The nomination of Pham Minh Chinh, a career security official, as Vietnam's next prime minister has been confirmed by the country's National Assembly.
Mr. Chinh will succeed former Prime Minister Nguyen Xuan Phuc, who was confirmed as the country's new president earlier on Monday, in a largely ceremonial role.
Mr. Chinh, 62, was the only candidate for the seat put forward by the ruling Communist Party at a congress earlier this year.
On Monday, he received 96.25 percent of the vote in an official National Assembly vote.
He was previously the president of the party's powerful and prominent Central Organization Committee, which has a broad spectrum of authority within the party.
Mr. Chinh was previously the party chief of Quang Ninh province in the north and deputy head of the country's influential internal security agency, the Ministry of Public Security.
After the start of Vietnam's radical "Doi Moi" reforms, he will be the first Vietnamese prime minister who has never served as a deputy prime minister.

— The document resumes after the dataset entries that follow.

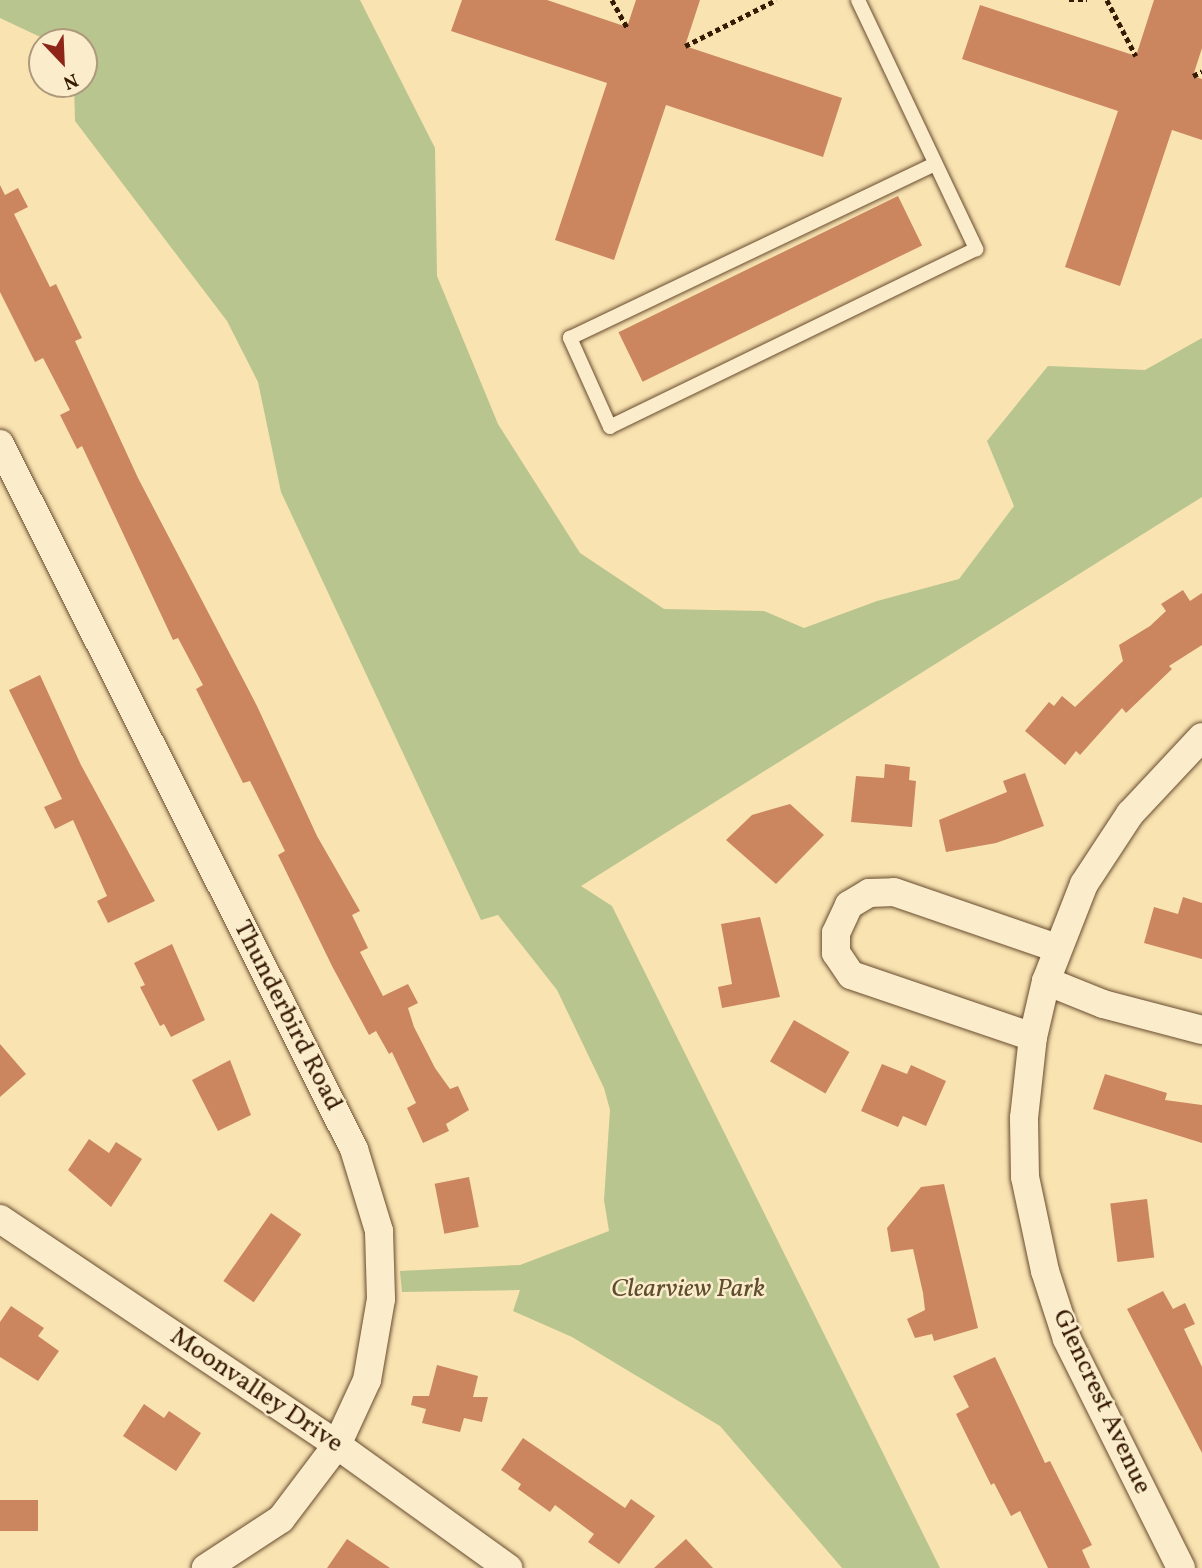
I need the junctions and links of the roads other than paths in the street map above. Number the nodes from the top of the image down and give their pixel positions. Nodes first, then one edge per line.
1 (858, 0) edge
2 (935, 164) junction
3 (0, 444) edge
4 (1202, 737) edge
5 (1057, 948) junction
6 (1046, 981) junction
7 (1202, 1030) edge
8 (1033, 1037) junction
9 (0, 1219) edge
10 (337, 1446) junction
11 (206, 1568) edge
12 (508, 1568) edge
13 (1181, 1568) edge

1 - 2 lane
2 - 2 lane
3 - 10 street, Thunderbird Road
4 - 5 street, Glencrest Avenue
5 - 6 street, Glencrest Avenue
5 - 8 street
6 - 7 street
6 - 8 street, Glencrest Avenue
8 - 13 street, Glencrest Avenue
9 - 10 street, Moonvalley Drive
10 - 11 street, Thunderbird Road
10 - 12 street, Moonvalley Drive

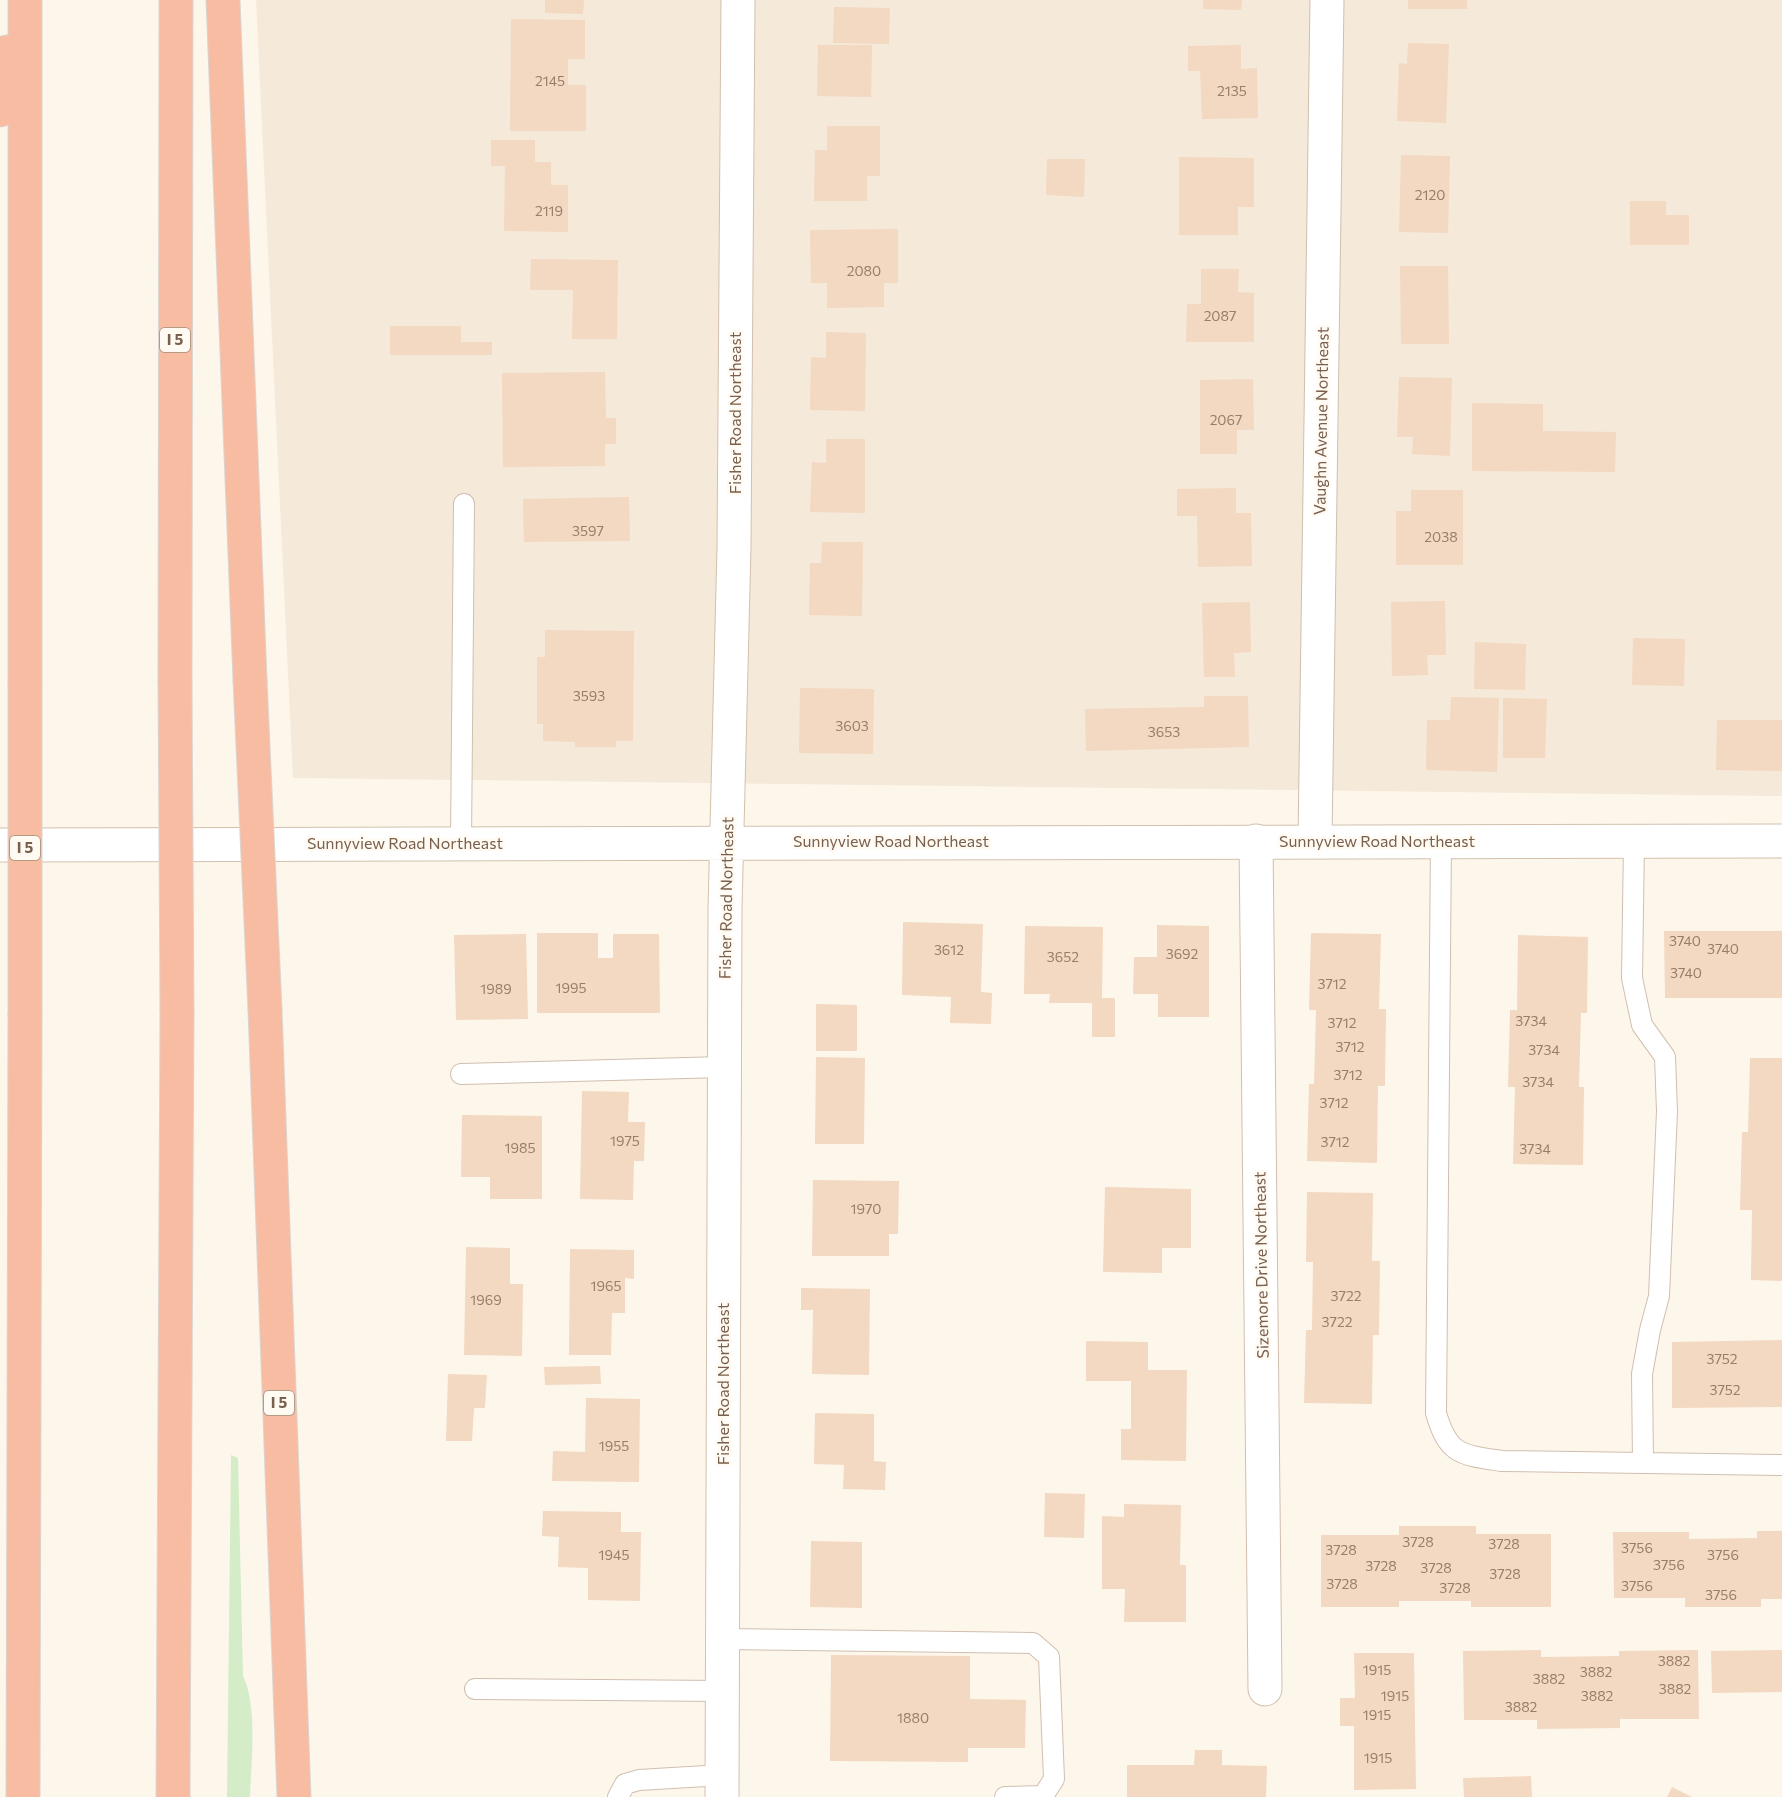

Vietnam has no supreme dictator and is ruled by four “pillars”: the Communist Party's dominant General Secretary, a state president, a ruling prime minister, and the chair of the National Assembly, which is effectively a rubber-stamp legislature.
The key candidates for each post were all well-known in Hanoi's political circles, but in December of last year, they were officially declared top secret to avoid potentially damaging debate.
The party maintains close control over the media and does not tolerate any criticism.